Part of the series Shemhamphorash — Setenta e dois volumes — um para cada Anjo da Cabala.

“Quando o amor deixa de gerar vida e passa a ser o desejo de possuir o outro?”

Num jardim em flor ao amanhecer, onde a água corre entre os canteiros sem prender nada, Eisenheim senta-se diante de Jeliel, o segundo dos setenta e dois Anjos da Cabala, guardião do amor que gera e da sabedoria dos afetos. Não vem pedir amor, nem companhia, nem o coração de ninguém. Vem perguntar uma só coisa, e traz por trás dela todos os afetos que já apertou demais: onde, em mim, o amor deixou de gerar vida e passou a querer possuir?

Do encontro nasce uma longa contemplação sobre a virtude que os homens mais celebram e menos entendem — o amor —, e sobre as quatro sombras que a imitam com perfeição. A posse, que nasce no instante em que o outro deixa de ser um fim e passa a ser um meio, e que ama com desespero e confunde o desespero com grandeza. O ciúme, que é a posse com medo, insaciável porque pede o impossível — a garantia de um coração livre — e que produz sempre a perda que teme. O amor estéril, que fica todo no sentir e nunca atravessa para o ato, tomando a própria comoção pela colheita. E o desejo disfarçado de amor, o mais universal de todos, que quer o outro como bem em vez de querer o bem do outro, e que no fundo é uma adoração que errou o altar.

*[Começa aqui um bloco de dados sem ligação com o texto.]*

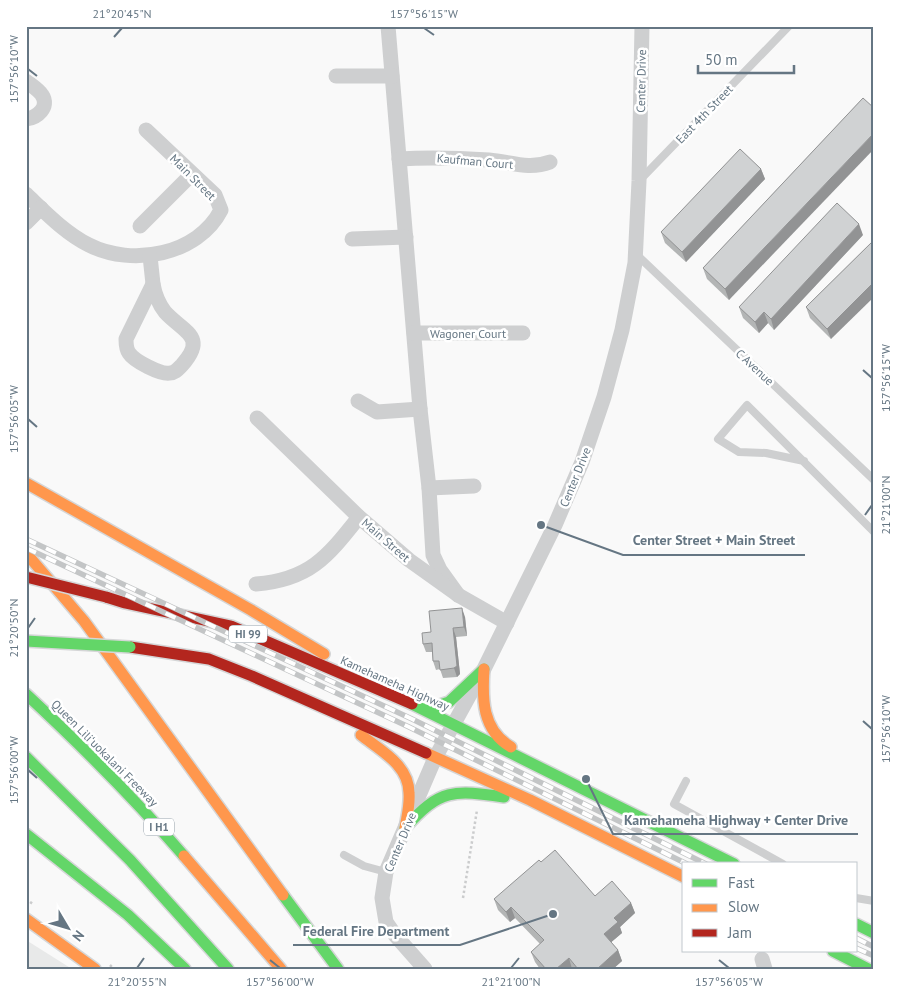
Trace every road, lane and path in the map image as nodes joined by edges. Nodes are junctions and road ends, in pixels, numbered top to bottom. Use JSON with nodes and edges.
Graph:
{"nodes":[{"id":1,"x":388,"y":26,"type":"edge"},
{"id":2,"x":642,"y":26,"type":"edge"},
{"id":3,"x":790,"y":26,"type":"edge"},
{"id":4,"x":336,"y":76,"type":"dead end"},
{"id":5,"x":392,"y":76,"type":"junction"},
{"id":6,"x":26,"y":81,"type":"edge"},
{"id":7,"x":26,"y":119,"type":"edge"},
{"id":8,"x":146,"y":130,"type":"dead end"},
{"id":9,"x":399,"y":159,"type":"junction"},
{"id":10,"x":550,"y":162,"type":"dead end"},
{"id":11,"x":191,"y":174,"type":"junction"},
{"id":12,"x":639,"y":181,"type":"junction"},
{"id":13,"x":26,"y":194,"type":"edge"},
{"id":14,"x":41,"y":208,"type":"junction"},
{"id":15,"x":26,"y":223,"type":"edge"},
{"id":16,"x":140,"y":226,"type":"dead end"},
{"id":17,"x":406,"y":237,"type":"junction"},
{"id":18,"x":352,"y":239,"type":"dead end"},
{"id":19,"x":635,"y":254,"type":"junction"},
{"id":20,"x":150,"y":256,"type":"junction"},
{"id":21,"x":153,"y":284,"type":"junction"},
{"id":22,"x":414,"y":333,"type":"junction"},
{"id":23,"x":523,"y":333,"type":"dead end"},
{"id":24,"x":358,"y":401,"type":"dead end"},
{"id":25,"x":420,"y":409,"type":"junction"},
{"id":26,"x":257,"y":418,"type":"dead end"},
{"id":27,"x":804,"y":461,"type":"junction"},
{"id":28,"x":874,"y":480,"type":"edge"},
{"id":29,"x":26,"y":483,"type":"edge"},
{"id":30,"x":474,"y":486,"type":"dead end"},
{"id":31,"x":429,"y":488,"type":"junction"},
{"id":32,"x":359,"y":517,"type":"junction"},
{"id":33,"x":874,"y":532,"type":"edge"},
{"id":34,"x":26,"y":555,"type":"edge"},
{"id":35,"x":26,"y":578,"type":"edge"},
{"id":36,"x":256,"y":584,"type":"dead end"},
{"id":37,"x":458,"y":594,"type":"junction"},
{"id":38,"x":507,"y":622,"type":"junction"},
{"id":39,"x":26,"y":641,"type":"edge"},
{"id":40,"x":484,"y":669,"type":"junction"},
{"id":41,"x":384,"y":692,"type":"junction"},
{"id":42,"x":26,"y":694,"type":"edge"},
{"id":43,"x":412,"y":704,"type":"junction"},
{"id":44,"x":335,"y":714,"type":"junction"},
{"id":45,"x":454,"y":724,"type":"junction"},
{"id":46,"x":26,"y":757,"type":"edge"},
{"id":47,"x":435,"y":758,"type":"junction"},
{"id":48,"x":540,"y":768,"type":"junction"},
{"id":49,"x":686,"y":781,"type":"dead end"},
{"id":50,"x":530,"y":800,"type":"junction"},
{"id":51,"x":478,"y":804,"type":"dead end"},
{"id":52,"x":405,"y":828,"type":"junction"},
{"id":53,"x":26,"y":834,"type":"edge"},
{"id":54,"x":344,"y":855,"type":"dead end"},
{"id":55,"x":730,"y":862,"type":"edge"},
{"id":56,"x":779,"y":862,"type":"edge"},
{"id":57,"x":386,"y":872,"type":"junction"},
{"id":58,"x":682,"y":876,"type":"edge"},
{"id":59,"x":463,"y":898,"type":"dead end"},
{"id":60,"x":858,"y":898,"type":"edge"},
{"id":61,"x":874,"y":901,"type":"edge"},
{"id":62,"x":26,"y":918,"type":"edge"},
{"id":63,"x":858,"y":925,"type":"edge"},
{"id":64,"x":874,"y":933,"type":"edge"},
{"id":65,"x":835,"y":952,"type":"edge"},
{"id":66,"x":94,"y":969,"type":"edge"},
{"id":67,"x":185,"y":969,"type":"edge"},
{"id":68,"x":228,"y":969,"type":"edge"},
{"id":69,"x":281,"y":969,"type":"edge"},
{"id":70,"x":338,"y":969,"type":"edge"},
{"id":71,"x":425,"y":969,"type":"edge"},
{"id":72,"x":868,"y":969,"type":"edge"}],
"edges":[{"from":1,"to":5,"type":"street"},
{"from":2,"to":12,"type":"street","name":"Center Drive"},
{"from":3,"to":12,"type":"lane","name":"East 4th Street"},
{"from":4,"to":5,"type":"street"},
{"from":5,"to":9,"type":"street"},
{"from":6,"to":7,"type":"street"},
{"from":8,"to":11,"type":"street","name":"Main Street"},
{"from":9,"to":10,"type":"street","name":"Kaufman Court"},
{"from":9,"to":17,"type":"street"},
{"from":11,"to":16,"type":"street"},
{"from":11,"to":20,"type":"street","name":"Main Street"},
{"from":12,"to":19,"type":"street","name":"Center Drive"},
{"from":13,"to":14,"type":"street","name":"Main Street"},
{"from":14,"to":15,"type":"street"},
{"from":14,"to":20,"type":"street","name":"Main Street"},
{"from":17,"to":18,"type":"street"},
{"from":17,"to":22,"type":"street"},
{"from":19,"to":28,"type":"lane","name":"C Avenue"},
{"from":19,"to":38,"type":"street","name":"Center Drive"},
{"from":20,"to":21,"type":"street"},
{"from":21,"to":21,"type":"street"},
{"from":22,"to":23,"type":"street","name":"Wagoner Court"},
{"from":22,"to":25,"type":"street"},
{"from":24,"to":25,"type":"street"},
{"from":25,"to":31,"type":"street"},
{"from":26,"to":32,"type":"street","name":"Main Street"},
{"from":27,"to":27,"type":"lane"},
{"from":27,"to":33,"type":"lane"},
{"from":29,"to":41,"type":"main road"},
{"from":30,"to":31,"type":"street"},
{"from":31,"to":37,"type":"street"},
{"from":32,"to":36,"type":"street"},
{"from":32,"to":37,"type":"street","name":"Main Street"},
{"from":34,"to":70,"type":"main road"},
{"from":35,"to":41,"type":"main road","name":"Kamehameha Highway","number":"HI 99","bridge":true},
{"from":37,"to":38,"type":"street","name":"Main Street"},
{"from":38,"to":40,"type":"street","name":"Center Drive"},
{"from":39,"to":44,"type":"main road","bridge":true},
{"from":40,"to":43,"type":"main road"},
{"from":40,"to":45,"type":"street","name":"Center Drive"},
{"from":40,"to":48,"type":"main road"},
{"from":41,"to":43,"type":"main road","name":"Kamehameha Highway","number":"HI 99"},
{"from":42,"to":69,"type":"main road","name":"Queen Liliʻuokalani Freeway","number":"I H1"},
{"from":43,"to":45,"type":"main road","name":"Kamehameha Highway","number":"HI 99"},
{"from":44,"to":47,"type":"main road"},
{"from":44,"to":52,"type":"main road"},
{"from":45,"to":47,"type":"street","name":"Center Drive"},
{"from":45,"to":48,"type":"main road","name":"Kamehameha Highway","number":"HI 99"},
{"from":46,"to":68,"type":"main road"},
{"from":47,"to":50,"type":"main road"},
{"from":47,"to":52,"type":"street","name":"Center Drive"},
{"from":48,"to":55,"type":"main road","name":"Kamehameha Highway","number":"HI 99"},
{"from":49,"to":56,"type":"lane"},
{"from":50,"to":52,"type":"main road"},
{"from":50,"to":58,"type":"main road"},
{"from":51,"to":59,"type":"path"},
{"from":52,"to":57,"type":"street","name":"Center Drive"},
{"from":53,"to":67,"type":"main road"},
{"from":54,"to":57,"type":"lane"},
{"from":57,"to":71,"type":"street","name":"Center Drive"},
{"from":60,"to":61,"type":"lane"},
{"from":62,"to":66,"type":"main road"},
{"from":63,"to":64,"type":"main road"},
{"from":65,"to":72,"type":"main road"}]}
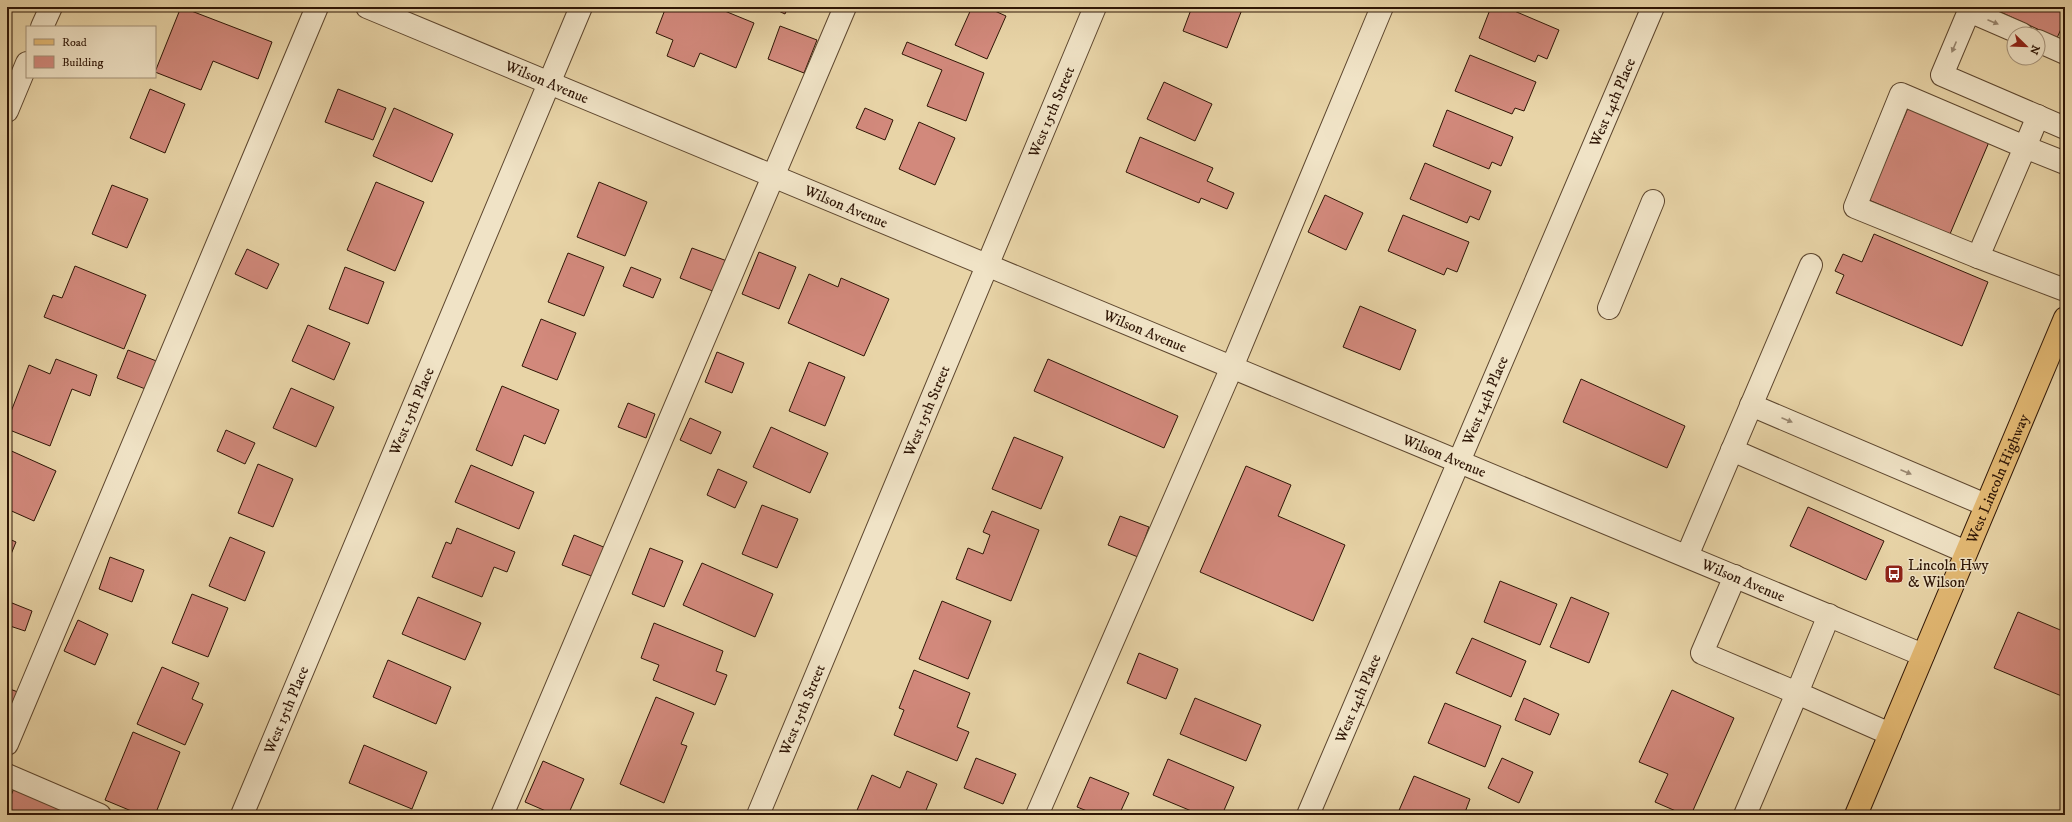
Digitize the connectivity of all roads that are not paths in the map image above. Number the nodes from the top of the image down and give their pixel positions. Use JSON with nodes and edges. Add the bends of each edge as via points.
{"nodes":[{"id":1,"x":51,"y":7,"type":"edge"},
{"id":2,"x":317,"y":7,"type":"edge"},
{"id":3,"x":367,"y":7,"type":"edge"},
{"id":4,"x":581,"y":7,"type":"edge"},
{"id":5,"x":845,"y":7,"type":"edge"},
{"id":6,"x":1095,"y":7,"type":"edge"},
{"id":7,"x":1382,"y":7,"type":"edge"},
{"id":8,"x":1653,"y":7,"type":"edge"},
{"id":9,"x":1970,"y":9,"type":"edge"},
{"id":10,"x":42,"y":26,"type":"edge"},
{"id":11,"x":2006,"y":26,"type":"edge"},
{"id":12,"x":2046,"y":44,"type":"edge"},
{"id":13,"x":2065,"y":52,"type":"edge"},
{"id":14,"x":26,"y":65,"type":"edge"},
{"id":15,"x":549,"y":83,"type":"junction"},
{"id":16,"x":7,"y":111,"type":"edge"},
{"id":17,"x":2038,"y":116,"type":"junction"},
{"id":18,"x":2065,"y":128,"type":"edge"},
{"id":19,"x":2025,"y":147,"type":"junction"},
{"id":20,"x":2065,"y":163,"type":"edge"},
{"id":21,"x":773,"y":176,"type":"junction"},
{"id":22,"x":1653,"y":201,"type":"dead end"},
{"id":23,"x":1978,"y":257,"type":"junction"},
{"id":24,"x":1811,"y":264,"type":"dead end"},
{"id":25,"x":987,"y":265,"type":"junction"},
{"id":26,"x":2065,"y":290,"type":"edge"},
{"id":27,"x":1609,"y":308,"type":"dead end"},
{"id":28,"x":2065,"y":318,"type":"edge"},
{"id":29,"x":1232,"y":367,"type":"junction"},
{"id":30,"x":1751,"y":405,"type":"junction"},
{"id":31,"x":1732,"y":450,"type":"junction"},
{"id":32,"x":1460,"y":461,"type":"junction"},
{"id":33,"x":1986,"y":505,"type":"junction"},
{"id":34,"x":1966,"y":552,"type":"junction"},
{"id":35,"x":1687,"y":556,"type":"junction"},
{"id":36,"x":1735,"y":576,"type":"junction"},
{"id":37,"x":1829,"y":615,"type":"junction"},
{"id":38,"x":1923,"y":654,"type":"junction"},
{"id":39,"x":1797,"y":693,"type":"junction"},
{"id":40,"x":1890,"y":734,"type":"junction"},
{"id":41,"x":7,"y":744,"type":"edge"},
{"id":42,"x":7,"y":775,"type":"edge"},
{"id":43,"x":100,"y":815,"type":"edge"},
{"id":44,"x":242,"y":815,"type":"edge"},
{"id":45,"x":502,"y":815,"type":"edge"},
{"id":46,"x":758,"y":815,"type":"edge"},
{"id":47,"x":1037,"y":815,"type":"edge"},
{"id":48,"x":1308,"y":815,"type":"edge"},
{"id":49,"x":1745,"y":815,"type":"edge"},
{"id":50,"x":1856,"y":815,"type":"edge"}],
"edges":[{"from":1,"to":10,"type":"street"},
{"from":2,"to":41,"type":"street"},
{"from":3,"to":15,"type":"street","name":"Wilson Avenue"},
{"from":4,"to":15,"type":"street","name":"West 15th Place"},
{"from":5,"to":21,"type":"street"},
{"from":6,"to":25,"type":"street","name":"West 15th Street"},
{"from":7,"to":29,"type":"street"},
{"from":8,"to":32,"type":"street","name":"West 14th Place"},
{"from":9,"to":11,"type":"street","one_way":true},
{"from":9,"to":17,"type":"street","one_way":true,"via":[[1942,75]]},
{"from":12,"to":13,"type":"street"},
{"from":14,"to":16,"type":"street"},
{"from":15,"to":21,"type":"street","name":"Wilson Avenue"},
{"from":15,"to":44,"type":"street","name":"West 15th Place"},
{"from":17,"to":18,"type":"street"},
{"from":17,"to":19,"type":"street"},
{"from":19,"to":20,"type":"street"},
{"from":19,"to":23,"type":"street"},
{"from":19,"to":23,"type":"street","via":[[1901,94],[1855,207]]},
{"from":21,"to":25,"type":"street","name":"Wilson Avenue"},
{"from":21,"to":45,"type":"street"},
{"from":22,"to":27,"type":"street"},
{"from":23,"to":26,"type":"street"},
{"from":24,"to":30,"type":"street"},
{"from":25,"to":29,"type":"street","name":"Wilson Avenue"},
{"from":25,"to":46,"type":"street","name":"West 15th Street"},
{"from":28,"to":33,"type":"main road","name":"West Lincoln Highway"},
{"from":29,"to":32,"type":"street","name":"Wilson Avenue"},
{"from":29,"to":47,"type":"street"},
{"from":30,"to":31,"type":"street"},
{"from":30,"to":33,"type":"street","one_way":true},
{"from":31,"to":34,"type":"street"},
{"from":31,"to":35,"type":"street"},
{"from":32,"to":35,"type":"street","name":"Wilson Avenue"},
{"from":32,"to":48,"type":"street","name":"West 14th Place"},
{"from":33,"to":34,"type":"main road","name":"West Lincoln Highway"},
{"from":34,"to":38,"type":"main road","name":"West Lincoln Highway"},
{"from":35,"to":36,"type":"street","name":"Wilson Avenue"},
{"from":36,"to":37,"type":"street","name":"Wilson Avenue"},
{"from":36,"to":39,"type":"street","via":[[1702,653]]},
{"from":37,"to":38,"type":"street","name":"Wilson Avenue"},
{"from":37,"to":39,"type":"street"},
{"from":38,"to":40,"type":"main road","name":"West Lincoln Highway"},
{"from":39,"to":40,"type":"street"},
{"from":39,"to":49,"type":"street"},
{"from":40,"to":50,"type":"main road","name":"West Lincoln Highway"},
{"from":42,"to":43,"type":"street"}]}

Jeliel responde como inteligência luminosa, serva de ELOHIM: só diz a verdade, recusa toda adoração e devolve cada honra à Fonte. Ensina que o amor não fabrica, revela — não faz do outro uma obra sua, faz do outro mais plenamente ele mesmo; que só ama bem quem se sabe amado por Deus, porque só quem está cheio pode dar sem cobrar; e que amar sem possuir não é amar menos, mas a única forma de amor que o outro pode habitar sem sufocar. Porque o amor que volta a gerar vida não é uma chama maior nem um sentimento mais intenso — é a mesma ternura, com a mão aberta.

Uma obra literária, simbólica e iniciática. Não há aqui invocação, rito, selo, salmo operativo nem fórmula — nenhuma resposta do anjo deve ser lida como método a aplicar. O anjo não é para ser cultuado nem invocado: a reverência pertence a Deus, e o anjo é mensageiro, não destino. Um espelho fiel, para quem quer aprender a amar em verdade.

Livro II da coleção “Shemhamphorash — Entrevistas com os Setenta e Dois Anjos da Cabala”.